» **Your goal**
Each line of the data needs to be transcribed exactly.

» **Records to use**
########################################

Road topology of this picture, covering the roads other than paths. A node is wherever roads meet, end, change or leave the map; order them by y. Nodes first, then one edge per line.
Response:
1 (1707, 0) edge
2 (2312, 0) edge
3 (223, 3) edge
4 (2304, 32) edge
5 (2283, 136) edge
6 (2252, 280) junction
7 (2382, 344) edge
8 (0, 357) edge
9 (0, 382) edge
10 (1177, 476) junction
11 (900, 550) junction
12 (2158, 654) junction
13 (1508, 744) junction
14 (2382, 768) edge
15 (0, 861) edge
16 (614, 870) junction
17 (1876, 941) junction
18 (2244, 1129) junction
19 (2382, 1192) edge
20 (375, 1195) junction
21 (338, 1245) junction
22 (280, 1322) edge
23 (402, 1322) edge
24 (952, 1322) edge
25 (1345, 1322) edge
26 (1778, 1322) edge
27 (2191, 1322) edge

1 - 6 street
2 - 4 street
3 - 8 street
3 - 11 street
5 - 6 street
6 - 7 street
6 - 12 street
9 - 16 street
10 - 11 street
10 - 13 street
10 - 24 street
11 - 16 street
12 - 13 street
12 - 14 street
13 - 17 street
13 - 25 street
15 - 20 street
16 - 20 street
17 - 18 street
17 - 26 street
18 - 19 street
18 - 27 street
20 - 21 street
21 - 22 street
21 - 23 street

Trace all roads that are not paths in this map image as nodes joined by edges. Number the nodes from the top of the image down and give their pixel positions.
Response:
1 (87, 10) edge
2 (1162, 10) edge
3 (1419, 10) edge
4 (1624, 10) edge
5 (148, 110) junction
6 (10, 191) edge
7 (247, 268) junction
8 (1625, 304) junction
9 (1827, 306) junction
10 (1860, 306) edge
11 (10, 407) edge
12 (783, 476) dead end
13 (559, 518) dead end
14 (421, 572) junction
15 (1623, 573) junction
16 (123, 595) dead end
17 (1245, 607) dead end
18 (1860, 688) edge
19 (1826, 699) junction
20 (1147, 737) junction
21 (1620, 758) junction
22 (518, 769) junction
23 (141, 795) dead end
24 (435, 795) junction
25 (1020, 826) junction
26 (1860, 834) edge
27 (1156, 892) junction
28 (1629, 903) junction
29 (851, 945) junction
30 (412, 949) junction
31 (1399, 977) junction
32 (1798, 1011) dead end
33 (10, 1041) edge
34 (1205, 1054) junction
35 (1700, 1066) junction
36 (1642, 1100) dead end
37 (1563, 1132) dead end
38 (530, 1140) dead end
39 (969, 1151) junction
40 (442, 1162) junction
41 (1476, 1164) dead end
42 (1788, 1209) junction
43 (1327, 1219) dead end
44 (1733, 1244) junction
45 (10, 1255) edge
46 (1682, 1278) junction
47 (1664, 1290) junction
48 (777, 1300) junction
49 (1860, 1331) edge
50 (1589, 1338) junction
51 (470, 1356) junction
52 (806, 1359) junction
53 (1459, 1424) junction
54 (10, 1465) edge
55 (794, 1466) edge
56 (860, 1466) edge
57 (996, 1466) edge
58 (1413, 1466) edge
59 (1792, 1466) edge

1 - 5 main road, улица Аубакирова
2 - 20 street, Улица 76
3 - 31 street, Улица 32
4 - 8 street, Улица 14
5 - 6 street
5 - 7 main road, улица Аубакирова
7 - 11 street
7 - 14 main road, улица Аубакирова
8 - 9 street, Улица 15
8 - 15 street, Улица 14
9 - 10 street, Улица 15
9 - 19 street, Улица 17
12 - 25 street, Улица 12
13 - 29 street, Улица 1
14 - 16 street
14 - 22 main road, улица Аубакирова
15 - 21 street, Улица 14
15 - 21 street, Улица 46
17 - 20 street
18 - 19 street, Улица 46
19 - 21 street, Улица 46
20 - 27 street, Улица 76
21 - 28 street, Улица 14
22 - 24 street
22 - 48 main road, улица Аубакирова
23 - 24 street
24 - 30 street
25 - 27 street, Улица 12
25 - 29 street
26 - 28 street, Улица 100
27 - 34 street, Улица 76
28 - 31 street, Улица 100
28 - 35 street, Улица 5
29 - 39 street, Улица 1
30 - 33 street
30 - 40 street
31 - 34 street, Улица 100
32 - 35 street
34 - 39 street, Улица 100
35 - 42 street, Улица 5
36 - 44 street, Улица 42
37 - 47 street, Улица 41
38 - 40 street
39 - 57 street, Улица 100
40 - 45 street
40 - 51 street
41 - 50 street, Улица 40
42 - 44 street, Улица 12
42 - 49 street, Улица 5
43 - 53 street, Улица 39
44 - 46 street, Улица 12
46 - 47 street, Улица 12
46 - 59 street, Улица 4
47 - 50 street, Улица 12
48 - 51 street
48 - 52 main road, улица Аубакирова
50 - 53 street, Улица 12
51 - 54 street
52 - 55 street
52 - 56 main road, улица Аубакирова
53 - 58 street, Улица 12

########################################

» **Problem solution**
Road topology of this picture, covering the roads other than paths. A node is wherever roads meet, end, change or leave the map; order them by y. Nodes first, then one edge per line.
Response:
1 (1707, 0) edge
2 (2312, 0) edge
3 (223, 3) edge
4 (2304, 32) edge
5 (2283, 136) edge
6 (2252, 280) junction
7 (2382, 344) edge
8 (0, 357) edge
9 (0, 382) edge
10 (1177, 476) junction
11 (900, 550) junction
12 (2158, 654) junction
13 (1508, 744) junction
14 (2382, 768) edge
15 (0, 861) edge
16 (614, 870) junction
17 (1876, 941) junction
18 (2244, 1129) junction
19 (2382, 1192) edge
20 (375, 1195) junction
21 (338, 1245) junction
22 (280, 1322) edge
23 (402, 1322) edge
24 (952, 1322) edge
25 (1345, 1322) edge
26 (1778, 1322) edge
27 (2191, 1322) edge

1 - 6 street
2 - 4 street
3 - 8 street
3 - 11 street
5 - 6 street
6 - 7 street
6 - 12 street
9 - 16 street
10 - 11 street
10 - 13 street
10 - 24 street
11 - 16 street
12 - 13 street
12 - 14 street
13 - 17 street
13 - 25 street
15 - 20 street
16 - 20 street
17 - 18 street
17 - 26 street
18 - 19 street
18 - 27 street
20 - 21 street
21 - 22 street
21 - 23 street

Trace all roads that are not paths in this map image as nodes joined by edges. Number the nodes from the top of the image down and give their pixel positions.
Response:
1 (87, 10) edge
2 (1162, 10) edge
3 (1419, 10) edge
4 (1624, 10) edge
5 (148, 110) junction
6 (10, 191) edge
7 (247, 268) junction
8 (1625, 304) junction
9 (1827, 306) junction
10 (1860, 306) edge
11 (10, 407) edge
12 (783, 476) dead end
13 (559, 518) dead end
14 (421, 572) junction
15 (1623, 573) junction
16 (123, 595) dead end
17 (1245, 607) dead end
18 (1860, 688) edge
19 (1826, 699) junction
20 (1147, 737) junction
21 (1620, 758) junction
22 (518, 769) junction
23 (141, 795) dead end
24 (435, 795) junction
25 (1020, 826) junction
26 (1860, 834) edge
27 (1156, 892) junction
28 (1629, 903) junction
29 (851, 945) junction
30 (412, 949) junction
31 (1399, 977) junction
32 (1798, 1011) dead end
33 (10, 1041) edge
34 (1205, 1054) junction
35 (1700, 1066) junction
36 (1642, 1100) dead end
37 (1563, 1132) dead end
38 (530, 1140) dead end
39 (969, 1151) junction
40 (442, 1162) junction
41 (1476, 1164) dead end
42 (1788, 1209) junction
43 (1327, 1219) dead end
44 (1733, 1244) junction
45 (10, 1255) edge
46 (1682, 1278) junction
47 (1664, 1290) junction
48 (777, 1300) junction
49 (1860, 1331) edge
50 (1589, 1338) junction
51 (470, 1356) junction
52 (806, 1359) junction
53 (1459, 1424) junction
54 (10, 1465) edge
55 (794, 1466) edge
56 (860, 1466) edge
57 (996, 1466) edge
58 (1413, 1466) edge
59 (1792, 1466) edge

1 - 5 main road, улица Аубакирова
2 - 20 street, Улица 76
3 - 31 street, Улица 32
4 - 8 street, Улица 14
5 - 6 street
5 - 7 main road, улица Аубакирова
7 - 11 street
7 - 14 main road, улица Аубакирова
8 - 9 street, Улица 15
8 - 15 street, Улица 14
9 - 10 street, Улица 15
9 - 19 street, Улица 17
12 - 25 street, Улица 12
13 - 29 street, Улица 1
14 - 16 street
14 - 22 main road, улица Аубакирова
15 - 21 street, Улица 14
15 - 21 street, Улица 46
17 - 20 street
18 - 19 street, Улица 46
19 - 21 street, Улица 46
20 - 27 street, Улица 76
21 - 28 street, Улица 14
22 - 24 street
22 - 48 main road, улица Аубакирова
23 - 24 street
24 - 30 street
25 - 27 street, Улица 12
25 - 29 street
26 - 28 street, Улица 100
27 - 34 street, Улица 76
28 - 31 street, Улица 100
28 - 35 street, Улица 5
29 - 39 street, Улица 1
30 - 33 street
30 - 40 street
31 - 34 street, Улица 100
32 - 35 street
34 - 39 street, Улица 100
35 - 42 street, Улица 5
36 - 44 street, Улица 42
37 - 47 street, Улица 41
38 - 40 street
39 - 57 street, Улица 100
40 - 45 street
40 - 51 street
41 - 50 street, Улица 40
42 - 44 street, Улица 12
42 - 49 street, Улица 5
43 - 53 street, Улица 39
44 - 46 street, Улица 12
46 - 47 street, Улица 12
46 - 59 street, Улица 4
47 - 50 street, Улица 12
48 - 51 street
48 - 52 main road, улица Аубакирова
50 - 53 street, Улица 12
51 - 54 street
52 - 55 street
52 - 56 main road, улица Аубакирова
53 - 58 street, Улица 12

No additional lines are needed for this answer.